Parkhurst: Rauner education plan much more equitable than Senate measure
Rep. Lindsay Parkhurst (R-Kankakee) wants her constituents to see for themselves the difference between how Senate Bill 1 would fund Illinois public schools and how Gov. Rauner’s alternative plan would work.
In a Facebook post, Parkhurst invited constituents to view a breakdown of the funding districts would receive under both proposals. The SB1 figures show what districts would receive with Chicago Public Schools getting its tier funding, pension funding and the portion of its block grant that it would retain under the bill. The governor’s plan would maintain the same CPS tier funding and pension funding but redistribute all of the CPS block grant funding throughout the state’s districts.
“SB 1 fails our schools and gives Chicago an unfair share of school funding at the expense of all the other school districts,” Parkhurst wrote on her Facebook page. "Let's fix school funding and give all our school districts the funding they need to ensure students get the education they deserve.”
According to an Illinois Policy Institute analysis of SB1, $215 million would go annually to Chicago Public Schools (CPS) to support the district’s pension and health care costs. The institute calls it a pension bailout, noting that the district has a history of poor management, including a 10-year stretch beginning in the 1990s during which the system failed to make its pension payments. A Chicago Sun Times report on the bill notes that CPS is currently the only school district in the state that does not receive state funding for its pension contributions.
According to the data, Kankakee County’s 12 school districts stand to receive an additional $2.379 million under the governor’s plan. Kankakee School District 111 would benefit the most, receiving an additional $1.053 million, while Grant Park C U School District 6, serving Grant Park Residents, would receive the smallest, at $9,430. The median state funding increase for Kankakee County school districts under the plan would be $56,806.

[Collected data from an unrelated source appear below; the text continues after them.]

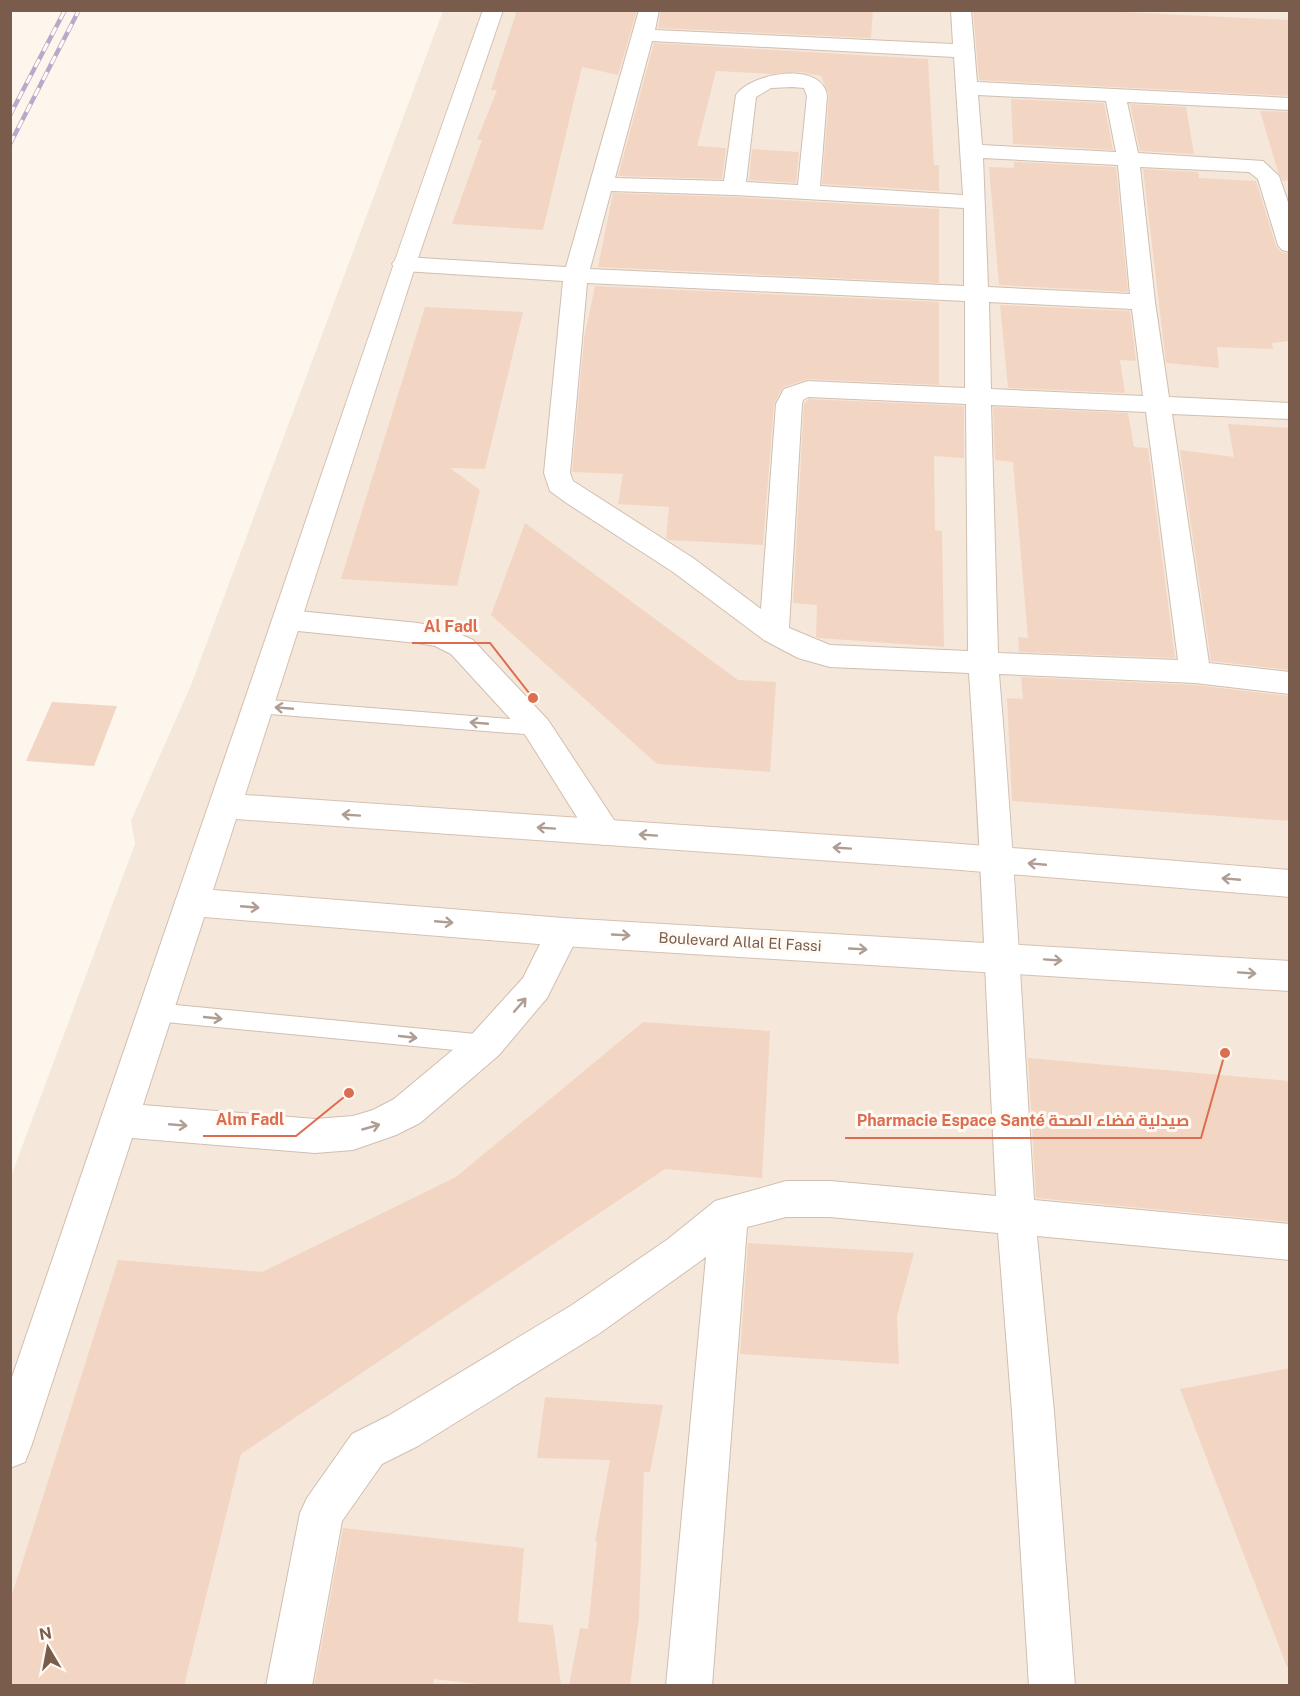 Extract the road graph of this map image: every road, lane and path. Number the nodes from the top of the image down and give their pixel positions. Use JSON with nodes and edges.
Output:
{"nodes":[{"id":1,"x":649,"y":10,"type":"edge"},
{"id":2,"x":961,"y":10,"type":"edge"},
{"id":3,"x":495,"y":13,"type":"edge"},
{"id":4,"x":644,"y":36,"type":"junction"},
{"id":5,"x":965,"y":51,"type":"junction"},
{"id":6,"x":968,"y":88,"type":"junction"},
{"id":7,"x":1116,"y":94,"type":"junction"},
{"id":8,"x":1290,"y":104,"type":"edge"},
{"id":9,"x":971,"y":151,"type":"junction"},
{"id":10,"x":1128,"y":158,"type":"junction"},
{"id":11,"x":603,"y":184,"type":"junction"},
{"id":12,"x":734,"y":188,"type":"junction"},
{"id":13,"x":808,"y":192,"type":"junction"},
{"id":14,"x":975,"y":202,"type":"junction"},
{"id":15,"x":1290,"y":245,"type":"edge"},
{"id":16,"x":404,"y":264,"type":"junction"},
{"id":17,"x":576,"y":275,"type":"junction"},
{"id":18,"x":978,"y":295,"type":"junction"},
{"id":19,"x":1143,"y":302,"type":"junction"},
{"id":20,"x":979,"y":398,"type":"junction"},
{"id":21,"x":1157,"y":406,"type":"junction"},
{"id":22,"x":1290,"y":411,"type":"edge"},
{"id":23,"x":288,"y":620,"type":"junction"},
{"id":24,"x":774,"y":633,"type":"junction"},
{"id":25,"x":983,"y":663,"type":"junction"},
{"id":26,"x":1195,"y":672,"type":"junction"},
{"id":27,"x":1290,"y":683,"type":"edge"},
{"id":28,"x":257,"y":706,"type":"junction"},
{"id":29,"x":537,"y":728,"type":"junction"},
{"id":30,"x":224,"y":806,"type":"junction"},
{"id":31,"x":604,"y":832,"type":"junction"},
{"id":32,"x":998,"y":860,"type":"junction"},
{"id":33,"x":1290,"y":884,"type":"edge"},
{"id":34,"x":192,"y":902,"type":"junction"},
{"id":35,"x":563,"y":932,"type":"junction"},
{"id":36,"x":1001,"y":957,"type":"junction"},
{"id":37,"x":1290,"y":976,"type":"edge"},
{"id":38,"x":155,"y":1012,"type":"junction"},
{"id":39,"x":486,"y":1044,"type":"junction"},
{"id":40,"x":119,"y":1120,"type":"junction"},
{"id":41,"x":729,"y":1214,"type":"junction"},
{"id":42,"x":1016,"y":1216,"type":"junction"},
{"id":43,"x":1290,"y":1242,"type":"edge"},
{"id":44,"x":10,"y":1447,"type":"edge"},
{"id":45,"x":289,"y":1686,"type":"edge"},
{"id":46,"x":690,"y":1686,"type":"edge"},
{"id":47,"x":1052,"y":1686,"type":"edge"}],
"edges":[{"from":1,"to":4,"type":"street"},
{"from":2,"to":5,"type":"street"},
{"from":3,"to":16,"type":"street"},
{"from":4,"to":5,"type":"street"},
{"from":4,"to":11,"type":"street"},
{"from":5,"to":6,"type":"street"},
{"from":6,"to":7,"type":"street"},
{"from":6,"to":9,"type":"street"},
{"from":7,"to":8,"type":"street"},
{"from":7,"to":10,"type":"street"},
{"from":9,"to":10,"type":"street"},
{"from":9,"to":14,"type":"street"},
{"from":10,"to":15,"type":"street"},
{"from":10,"to":19,"type":"street"},
{"from":11,"to":12,"type":"street"},
{"from":11,"to":17,"type":"street"},
{"from":12,"to":13,"type":"street"},
{"from":12,"to":13,"type":"street"},
{"from":13,"to":14,"type":"street"},
{"from":14,"to":18,"type":"street"},
{"from":16,"to":17,"type":"street"},
{"from":16,"to":23,"type":"street"},
{"from":17,"to":18,"type":"street"},
{"from":17,"to":24,"type":"street"},
{"from":18,"to":19,"type":"street"},
{"from":18,"to":20,"type":"street"},
{"from":19,"to":21,"type":"street"},
{"from":20,"to":21,"type":"street"},
{"from":20,"to":24,"type":"street"},
{"from":20,"to":25,"type":"street"},
{"from":21,"to":22,"type":"street"},
{"from":21,"to":26,"type":"street"},
{"from":23,"to":28,"type":"street"},
{"from":23,"to":29,"type":"street"},
{"from":24,"to":25,"type":"street"},
{"from":25,"to":26,"type":"street"},
{"from":25,"to":32,"type":"street"},
{"from":26,"to":27,"type":"street"},
{"from":29,"to":28,"type":"lane","one_way":true},
{"from":28,"to":30,"type":"street"},
{"from":29,"to":31,"type":"street"},
{"from":31,"to":30,"type":"street","one_way":true},
{"from":30,"to":34,"type":"street"},
{"from":32,"to":31,"type":"street","one_way":true},
{"from":33,"to":32,"type":"street","one_way":true},
{"from":32,"to":36,"type":"street"},
{"from":34,"to":35,"type":"street","name":"Boulevard Allal El Fassi","one_way":true},
{"from":34,"to":38,"type":"street"},
{"from":35,"to":36,"type":"street","name":"Boulevard Allal El Fassi","one_way":true},
{"from":39,"to":35,"type":"street","one_way":true},
{"from":36,"to":37,"type":"street","name":"Boulevard Allal El Fassi","one_way":true},
{"from":36,"to":42,"type":"street"},
{"from":38,"to":39,"type":"lane","one_way":true},
{"from":38,"to":40,"type":"street"},
{"from":40,"to":39,"type":"street","one_way":true},
{"from":40,"to":44,"type":"street"},
{"from":41,"to":42,"type":"street"},
{"from":41,"to":45,"type":"street"},
{"from":41,"to":46,"type":"street"},
{"from":42,"to":43,"type":"street"},
{"from":42,"to":47,"type":"street"}]}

In its analysis of SB1, the policy institute, which is staunchly against SB1, criticizes the measure for propping up CPS without forcing the district to put any reforms in place to address the factors that contributed to its debt. It also argues that the bill would provide more funding to schools throughout the state without addressing the factors that see Illinois schools spend more per student than any of its neighboring states. The bill would increase education spending by at least $3.5 billion over the next decade, and potentially up to $6 billion. Instead, the institute advocates changes like pension reforms and school district consolidation that could lead to reduced costs in education.